Getting the ActiveClient instance from a client is a little hairy and error-prone. You have to do stuff like:

if (client.state() === StageState.Ready) {
  client.stage().ready!...
}

Where we have to manually assert the presence of the ready property. We could take advantage of a union type/type narrowing to make this more intuitive and "safer".

Furthermore, getting deeply nested properties off of ActiveClient and company can be really nasty, e.g.

mockClientServer.client1.stage().ready!.timekeepingSimulations.stepper
          .lastReceivedSnapshotTimestamp!

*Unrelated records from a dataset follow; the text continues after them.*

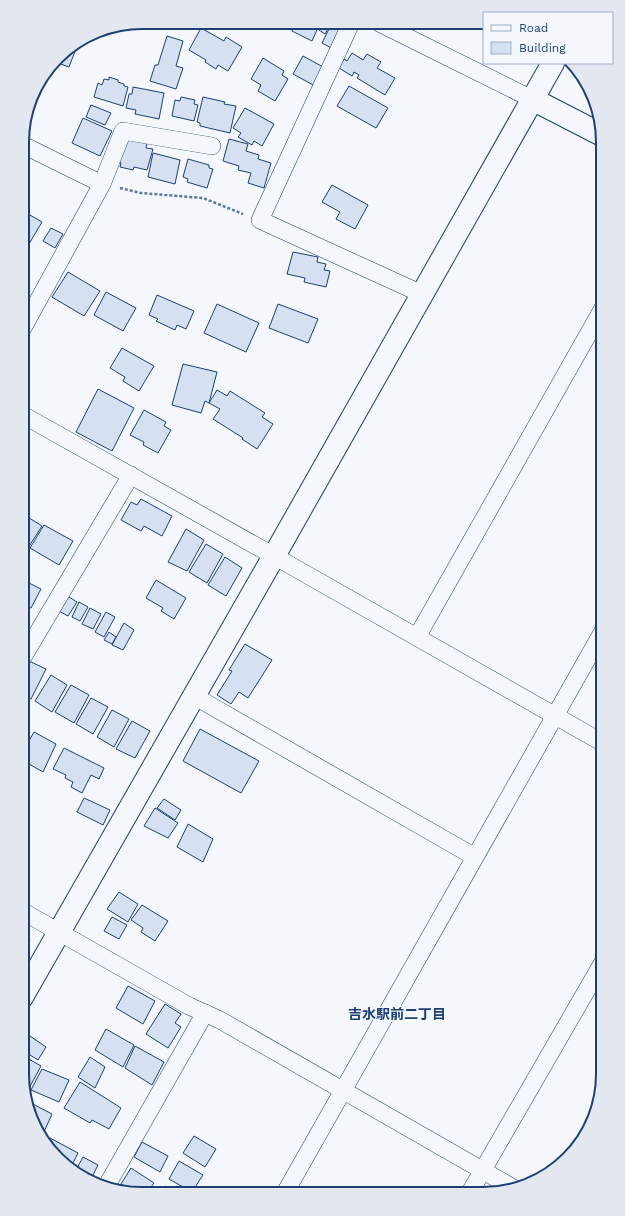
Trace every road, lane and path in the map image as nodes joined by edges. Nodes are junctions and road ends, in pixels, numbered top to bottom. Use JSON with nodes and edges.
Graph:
{"nodes":[{"id":1,"x":348,"y":29,"type":"edge"},
{"id":2,"x":389,"y":29,"type":"edge"},
{"id":3,"x":552,"y":64,"type":"edge"},
{"id":4,"x":532,"y":99,"type":"junction"},
{"id":5,"x":595,"y":132,"type":"edge"},
{"id":6,"x":212,"y":146,"type":"dead end"},
{"id":7,"x":29,"y":148,"type":"edge"},
{"id":8,"x":102,"y":184,"type":"junction"},
{"id":9,"x":260,"y":220,"type":"junction"},
{"id":10,"x":422,"y":294,"type":"junction"},
{"id":11,"x":29,"y":317,"type":"edge"},
{"id":12,"x":596,"y":320,"type":"edge"},
{"id":13,"x":29,"y":418,"type":"edge"},
{"id":14,"x":131,"y":475,"type":"junction"},
{"id":15,"x":274,"y":556,"type":"junction"},
{"id":16,"x":417,"y":637,"type":"junction"},
{"id":17,"x":596,"y":643,"type":"edge"},
{"id":18,"x":29,"y":646,"type":"edge"},
{"id":19,"x":194,"y":696,"type":"junction"},
{"id":20,"x":555,"y":716,"type":"junction"},
{"id":21,"x":596,"y":739,"type":"edge"},
{"id":22,"x":475,"y":857,"type":"junction"},
{"id":23,"x":29,"y":915,"type":"edge"},
{"id":24,"x":60,"y":932,"type":"junction"},
{"id":25,"x":596,"y":974,"type":"edge"},
{"id":26,"x":29,"y":984,"type":"edge"},
{"id":27,"x":205,"y":1013,"type":"junction"},
{"id":28,"x":343,"y":1090,"type":"junction"},
{"id":29,"x":483,"y":1170,"type":"junction"},
{"id":30,"x":109,"y":1182,"type":"edge"},
{"id":31,"x":507,"y":1184,"type":"edge"},
{"id":32,"x":288,"y":1187,"type":"edge"},
{"id":33,"x":473,"y":1187,"type":"edge"}],
"edges":[{"from":1,"to":9,"type":"street"},
{"from":2,"to":4,"type":"street"},
{"from":3,"to":4,"type":"street"},
{"from":4,"to":5,"type":"street"},
{"from":4,"to":10,"type":"street"},
{"from":6,"to":8,"type":"street"},
{"from":7,"to":8,"type":"street"},
{"from":8,"to":9,"type":"path"},
{"from":8,"to":11,"type":"street"},
{"from":9,"to":10,"type":"street"},
{"from":10,"to":15,"type":"street"},
{"from":12,"to":16,"type":"street"},
{"from":13,"to":14,"type":"street"},
{"from":14,"to":15,"type":"street"},
{"from":14,"to":18,"type":"street"},
{"from":15,"to":16,"type":"street"},
{"from":15,"to":19,"type":"street"},
{"from":16,"to":20,"type":"street"},
{"from":17,"to":20,"type":"street"},
{"from":19,"to":22,"type":"street"},
{"from":19,"to":24,"type":"street"},
{"from":20,"to":21,"type":"street"},
{"from":20,"to":22,"type":"street"},
{"from":22,"to":28,"type":"street"},
{"from":23,"to":24,"type":"street"},
{"from":24,"to":26,"type":"street"},
{"from":24,"to":27,"type":"street"},
{"from":25,"to":29,"type":"street"},
{"from":27,"to":28,"type":"street"},
{"from":27,"to":30,"type":"street"},
{"from":28,"to":29,"type":"street"},
{"from":28,"to":32,"type":"street"},
{"from":29,"to":31,"type":"street"},
{"from":29,"to":33,"type":"street"}]}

By the looks of it, we didn't port over a few methods that would make this a bit cleaner, like this one from ready.rs:

    pub fn last_received_snapshot_timestamp(&self) -> &Option<Timestamp> {
        &self
            .0
            .borrow()
            .timekeeping_simulations
            .last_received_snapshot_timestamp
    }

The equivalent in snowglobe would let us rewrite the above TypeScript snippet as:

mockClientServer.client1.stage().ready!.lastReceivedSnapshotTimestamp()

Evaluate `Cloneable` trait

  • Can we remove the concept of Cloneable all-together by enforcing snapshots and commands be JSON-serializable?
  • Can we eliminate any existing clones to reduce memory usage/GC events.

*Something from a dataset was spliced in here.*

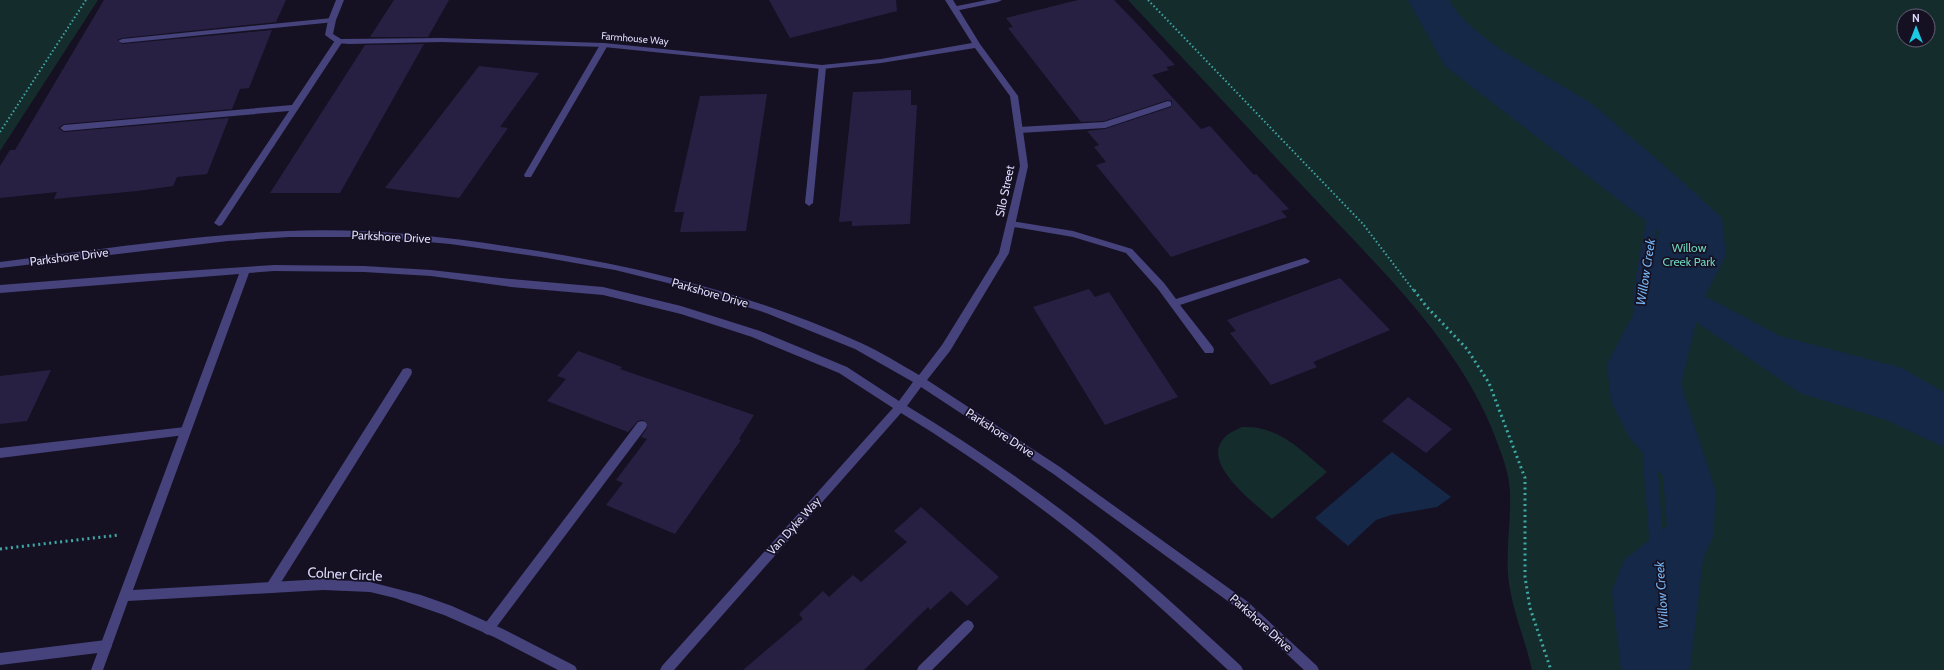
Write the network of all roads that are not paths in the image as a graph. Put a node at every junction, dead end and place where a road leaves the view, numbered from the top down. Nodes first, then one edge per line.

Evaluate `Timestamped` decisions

I made a impulse decision to make Timestamped entities not "wrapped" like in CrystalOrb. Instead, snowglobe mutates the original object by adding a property with a Symbol key ($timestamp`). At the time, this seemed like it'd be more memory-efficient but may not be ideal.

`comparableRangeWithMidpoint` performance

This function originally tanked performance when we were still using objects for timestamps. I think it's still pretty slow. We should take a look at how it's used to see if we can replace it with a simple comparison, or consider memoizing the result to prevent excess memory allocations and CPU usage.

Performance profling

Do some surface-level performance profiling to get a sense for how many concurrent clients snowglobe can support in a medium-sized simulation.

OOP best practices

Do a pass over our modules to ensure we're using access modifiers where necessary, using member initialization patterns consistently, naming variables consistently, etc.

Evaluate message types

CrystalOrb is able to generate unique type identifiers for network messages (clock-sync events, snapshots, commands) using some kind of reflection/metaprogramming feature that we don't have in TypeScript. I quickly decided to categorize message types using integer ids using a function called makeTypeId.

  • We should make sure this is the right way to go about categorizing message, and if so
  • We should expose these type ids to consumers, maybe as an enum.